WHAT THIS TASK INVOLVES:
From the records below, pull each line that has "label".

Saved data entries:

[Start of Attachment]

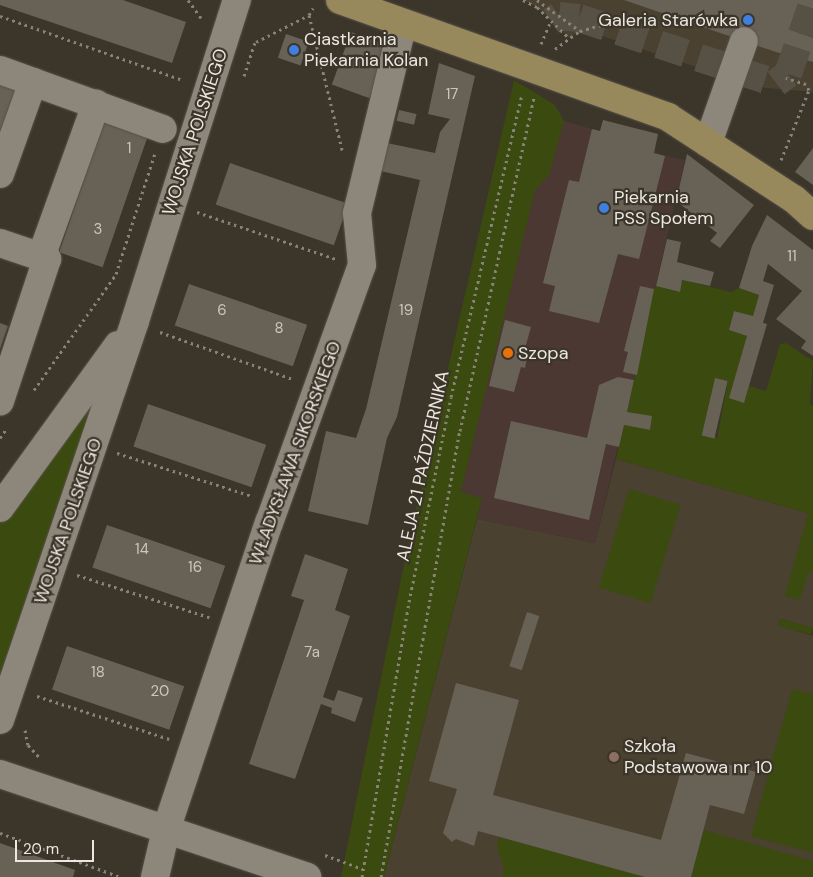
<!DOCTYPE html>
<meta charset="utf-8">
<style>
body{margin:0}
#map{position:relative;width:813px;height:877px;overflow:hidden;background:#3b352a;font-family:"DM Sans",sans-serif}
div>[style]{position:absolute}
.built>*{inset:0;background:#4a4131}
.industrial>*{inset:0;background:#4c3833}
.green>*{inset:0;background:#3b4a0e;transform-origin:0 0}
.building>*{inset:0;background:#686156;transform-origin:0 0}
.street-tunnel>*{height:28px;margin-top:-14px;transform-origin:0;background:repeating-linear-gradient(90deg,#565045 0 28px,transparent 0 42px)}
.path>*{height:3px;margin-top:-1.5px;transform-origin:0;background:repeating-linear-gradient(90deg,#88837a 0 2.5px,transparent 0 6.5px)}
.roads{filter:drop-shadow(0 0 1px #575149) drop-shadow(0 0 1px #575149)}
.street>*{height:28px;margin:-14px;padding:0 14px;transform-origin:14px;border-radius:14px;background:#8d867a}
.secondary>*{height:28px;margin:-14px;padding:0 14px;transform-origin:14px;border-radius:14px;background:#98895c}
.dots>*{width:14px;height:14px;translate:-50% -50%;box-sizing:border-box;border:2px solid #3b352a;border-radius:50%}
span{translate:-50% -50%;white-space:nowrap;text-align:center;line-height:1.15;-webkit-text-stroke:4.5px #3b352a;paint-order:stroke}
.number-label{font-size:15px;color:#cbc6be}
.number-label span{-webkit-text-stroke-width:0}
.poi-label{font-size:18px;color:#ece8e1}
.right{translate:-100% -50%;text-align:right}
.left{translate:0 -50%;text-align:left}
.street-label{font-size:18px;color:#ece8e1}
.scale{position:absolute;left:15px;top:840px;width:79px;height:22px;box-sizing:border-box;border:2px solid #ece8e1;border-top:0;padding-left:6px;font-size:15px;line-height:18px;white-space:nowrap;color:#ece8e1;-webkit-text-stroke:4px #3b352a;paint-order:stroke}
</style>
<div id="map">
<div class="built">
<i style="clip-path:polygon(523px 0,813px 0,813px 92px,757px 87px,590px 32px,580px 31px,569px 38px,537px 7px)"></i>
<i style="clip-path:polygon(616px 459px,808px 513px,813px 495px,813px 628px,780px 619px,778px 625px,813px 636px,813px 877px,384px 877px,477px 519px,595px 543px)"></i>
</div>
<div class="industrial">
<i style="clip-path:polygon(555px 105px,564px 121px,592px 129px,600px 131px,603px 120px,658px 134px,654px 153px,685px 160px,595px 543px,477px 519px,482px 498px,461px 492px)"></i>
</div>
<div class="green">
<i style="clip-path:polygon(514px 80px,555px 105px,564px 121px,549px 175px,535px 190px,461px 492px,482px 498px,384px 877px,341px 877px,409px 539px)"></i>
<i style="clip-path:polygon(evenodd,682px 280px,731px 292px,739px 288px,759px 295px,753px 316px,734px 311px,729px 330px,747px 336px,744px 402px,749px 386px,766px 391px,780px 344px,786px 343px,813px 361px,810px 404px,813px 405px,813px 571px,808px 574px,800px 600px,785px 596px,808px 513px,616px 459px,624px 425px,650px 430px,652px 417px,627px 412px,654px 289px,656px 286px,679px 292px,682px 280px,715px 379px,728px 381px,717px 439px,707px 418px,715px 379px)"></i>
<i style="clip-path:polygon(126px 336px,0 707px,0 507px)"></i>
<i style="left:629px;top:489px;width:54px;height:103px;rotate:17deg"></i>
<i style="left:780px;top:619px;width:34px;height:7px;rotate:15deg"></i>
<i style="clip-path:polygon(792px 689px,813px 694px,813px 853px,751px 836px)"></i>
<i style="clip-path:polygon(704px 830px,813px 861px,813px 877px,691px 877px)"></i>
<i style="clip-path:polygon(499px 837px,645px 877px,502px 877px,504px 869px,497px 847px)"></i>
</div>
<div class="building">
<i style="clip-path:polygon(0 0,123px 0,186px 22px,172px 63px,0 5px)"></i>
<i style="clip-path:polygon(624px 0,813px 0,813px 62px,776px 52px)"></i>
<i style="left:351px;top:32px;width:40px;height:56px;rotate:20deg"></i>
<i style="left:286px;top:34px;width:24px;height:25px;rotate:19deg"></i>
<i style="clip-path:polygon(439px 63px,475px 76px,397px 417px,387px 438px,368px 525px,308px 511px,326px 431px,356px 438px,366px 409px,420px 180px,376px 170px,382px 142px,435px 153px,440px 132px,450px 119px,428px 114px)"></i>
<i style="clip-path:polygon(0 83px,18px 89px,0 142px)"></i>
<i style="left:399px;top:110px;width:18px;height:11px;rotate:13deg"></i>
<i style="left:105px;top:119px;width:46px;height:141px;rotate:19deg"></i>
<i style="clip-path:polygon(603px 120px,658px 134px,654px 153px,665px 156px,639px 259px,618px 254px,599px 323px,549px 311px,555px 286px,543px 283px,569px 180px,579px 182px,592px 129px,600px 131px)"></i>
<i style="clip-path:polygon(813px 148px,813px 185px,795px 172px)"></i>
<i style="clip-path:polygon(687px 154px,754px 205px,720px 248px,710px 241px,717px 233px,676px 201px)"></i>
<i style="left:230px;top:163px;width:125px;height:44px;rotate:19deg"></i>
<i style="clip-path:polygon(767px 215px,813px 250px,813px 356px,801px 348px,806px 341px,776px 319px,802px 291px,768px 264px,763px 281px,774px 285px,763px 323px,767px 324px,744px 403px,729px 398px,747px 336px,729px 330px,734px 311px,753px 316px,759px 295px,739px 288px,752px 246px)"></i>
<i style="clip-path:polygon(667px 239px,681px 242px,677px 262px,714px 272px,710px 286px,682px 280px,680px 292px,656px 286px)"></i>
<i style="left:189px;top:284px;width:125px;height:44px;rotate:19deg"></i>
<i style="clip-path:polygon(640px 286px,654px 289px,637px 375px,623px 372px,628px 352px,624px 351px)"></i>
<i style="clip-path:polygon(505px 320px,531px 327px,524px 352px,528px 353px,525px 368px,521px 367px,514px 392px,489px 386px)"></i>
<i style="clip-path:polygon(0 323px,8px 326px,0 349px)"></i>
<i style="clip-path:polygon(618px 377px,634px 380px,627px 412px,652px 416px,650px 430px,624px 425px,619px 447px,606px 444px,589px 520px,494px 498px,511px 421px,587px 438px,599px 385px)"></i>
<i style="left:715px;top:378px;width:13px;height:59px;rotate:13deg"></i>
<i style="left:148px;top:404px;width:125px;height:45px;rotate:19deg"></i>
<i style="left:107px;top:525px;width:125px;height:45px;rotate:19deg"></i>
<i style="clip-path:polygon(305px 554px,348px 569px,335px 610px,350px 616px,323px 697px,334px 701px,338px 690px,363px 698px,355px 722px,331px 713px,332px 708px,321px 704px,295px 779px,249px 764px,304px 600px,291px 596px)"></i>
<i style="left:527px;top:612px;width:13px;height:57px;rotate:18deg"></i>
<i style="left:67px;top:646px;width:124px;height:46px;rotate:19deg"></i>
<i style="clip-path:polygon(456px 683px,519px 700px,493px 795px,661px 840px,686px 753px,756px 772px,744px 814px,710px 805px,691px 877px,645px 877px,478px 831px,474px 846px,456px 839px,452px 842px,443px 833px,457px 789px,429px 781px)"></i>
<i style="clip-path:polygon(0 843px,75px 870px,73px 877px,0 877px)"></i>
</div>
<div class="street-tunnel">
<i style="left:551px;top:21px;width:9px;rotate:-32deg"></i>
<i style="left:559px;top:16px;width:20px;rotate:6deg"></i>
<i style="left:579px;top:18px;width:207px;rotate:18.3deg"></i>
<i style="left:776px;top:83px;width:15px;rotate:-37deg"></i>
<i style="left:788px;top:74px;width:76px;rotate:-70.9deg"></i>
</div>
<div class="path">
<i style="left:188px;top:0;width:24px;rotate:54deg"></i>
<i style="left:523px;top:0;width:16px;rotate:27deg"></i>
<i style="left:537px;top:7px;width:45px;rotate:44.1deg"></i>
<i style="left:537px;top:0;width:53px;rotate:35.8deg"></i>
<i style="left:309px;top:15px;width:142px;rotate:76.2deg"></i>
<i style="left:0;top:16px;width:194px;rotate:19.3deg"></i>
<i style="left:256px;top:42px;width:59px;rotate:-27deg"></i>
<i style="left:309px;top:15px;width:8px;rotate:-60deg"></i>
<i style="left:541px;top:44px;width:25px;rotate:-67deg"></i>
<i style="left:555px;top:49px;width:31px;rotate:-36deg"></i>
<i style="left:580px;top:31px;width:22px;rotate:-16deg"></i>
<i style="left:244px;top:76px;width:35px;rotate:-72deg"></i>
<i style="left:781px;top:160px;width:75px;rotate:-68.2deg"></i>
<i style="left:809px;top:90px;width:7px;rotate:-117deg"></i>
<i style="left:806px;top:84px;width:21px;rotate:-163deg"></i>
<i style="left:197px;top:212px;width:147px;rotate:18.7deg"></i>
<i style="left:160px;top:332px;width:141px;rotate:19.5deg"></i>
<i style="left:34px;top:390px;width:142px;rotate:-54.7deg"></i>
<i style="left:116px;top:274px;width:127px;rotate:-72.1deg"></i>
<i style="left:0;top:438px;width:12px;rotate:-55deg"></i>
<i style="left:117px;top:453px;width:142px;rotate:17.7deg"></i>
<i style="left:77px;top:575px;width:139px;rotate:17.7deg"></i>
<i style="left:37px;top:696px;width:139px;rotate:18deg"></i>
<i style="left:25px;top:730px;width:15px;rotate:79deg"></i>
<i style="left:28px;top:745px;width:16px;rotate:47deg"></i>
<i style="left:0;top:833px;width:128px;rotate:20.1deg"></i>
<i style="left:325px;top:855px;width:40px;rotate:20.2deg"></i>
<i style="left:362px;top:877px;width:279px;rotate:-80.3deg"></i>
<i style="left:409px;top:602px;width:209px;rotate:-78.4deg"></i>
<i style="left:451px;top:397px;width:311px;rotate:-76.8deg"></i>
<i style="left:381px;top:877px;width:453px;rotate:-80deg"></i>
<i style="left:460px;top:431px;width:341px;rotate:-77.5deg"></i>
</div>
<div class="roads">
<div class="street">
<i style="left:0;top:70px;width:173px;rotate:19.9deg"></i>
<i style="left:708px;top:143px;width:108px;rotate:-70.6deg"></i>
<i style="left:0;top:174px;width:98px;rotate:-70.3deg"></i>
<i style="left:0;top:243px;width:50px;rotate:18.8deg"></i>
<i style="left:47px;top:259px;width:150px;rotate:108.3deg"></i>
<i style="left:41px;top:257px;width:163px;rotate:-70.2deg"></i>
<i style="left:0;top:508px;width:201px;rotate:-54.1deg"></i>
<i style="left:0;top:720px;width:421px;rotate:-71.3deg"></i>
<i style="left:135px;top:321px;width:337px;rotate:-72.4deg"></i>
<i style="left:0;top:774px;width:324px;rotate:18.5deg"></i>
<i style="left:155px;top:877px;width:48px;rotate:-76.8deg"></i>
<i style="left:166px;top:830px;width:324px;rotate:-71.5deg"></i>
<i style="left:269px;top:523px;width:274px;rotate:-70.2deg"></i>
<i style="left:362px;top:265px;width:52px;rotate:-95.5deg"></i>
<i style="left:357px;top:213px;width:195px;rotate:-76.4deg"></i>
</div>
<div class="secondary">
<i style="left:340px;top:0;width:348px;rotate:19.6deg"></i>
<i style="left:668px;top:117px;width:150px;rotate:33.1deg"></i>
<i style="left:794px;top:199px;width:25px;rotate:42deg"></i>
</div>
</div>
<div class="dots">
<i style="left:748px;top:20px;background:#3f7fe0"></i>
<i style="left:294px;top:50px;background:#3f7fe0"></i>
<i style="left:604px;top:208px;background:#3f7fe0"></i>
<i style="left:508px;top:353px;background:#e8710a"></i>
<i style="left:614px;top:757px;background:#8d6e63"></i>
</div>
<div class="number-label">
<span style="left:452px;top:95px">17</span>
<span style="left:129px;top:149px">1</span>
<span style="left:98px;top:230px">3</span>
<span style="left:792px;top:257px">11</span>
<span style="left:222px;top:311px">6</span>
<span style="left:406px;top:311px">19</span>
<span style="left:279px;top:329px">8</span>
<span style="left:142px;top:550px">14</span>
<span style="left:195px;top:568px">16</span>
<span style="left:312px;top:653px">7a</span>
<span style="left:98px;top:673px">18</span>
<span style="left:160px;top:692px">20</span>
</div>
<div class="poi-label">
<span class="right" style="left:738px;top:20px">Galeria Starówka</span>
<span class="left" style="left:304px;top:50px">Ciastkarnia<br>Piekarnia Kolan</span>
<span class="left" style="left:614px;top:208px">Piekarnia<br>PSS Społem</span>
<span class="left" style="left:518px;top:353px">Szopa</span>
<span class="left" style="left:624px;top:757px">Szkoła<br>Podstawowa nr 10</span>
</div>
<div class="street-label">
<span style="left:195px;top:132px;rotate:-72deg">WOJSKA POLSKIEGO</span>
<span style="left:295px;top:453px;rotate:-70deg">WŁADYSŁAWA SIKORSKIEGO</span>
<span style="left:423px;top:466px;rotate:-78deg">ALEJA 21 PAŹDZIERNIKA</span>
<span style="left:68px;top:521px;rotate:-71deg">WOJSKA POLSKIEGO</span>
</div>
<div class="scale">20 m</div>
</div>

[End of Attachment]

WRITTEN RESPONSE:
.number-label{font-size:15px;color:#cbc6be}
.number-label span{-webkit-text-stroke-width:0}
.poi-label{font-size:18px;color:#ece8e1}
.street-label{font-size:18px;color:#ece8e1}
<div class="number-label">
<div class="poi-label">
<div class="street-label">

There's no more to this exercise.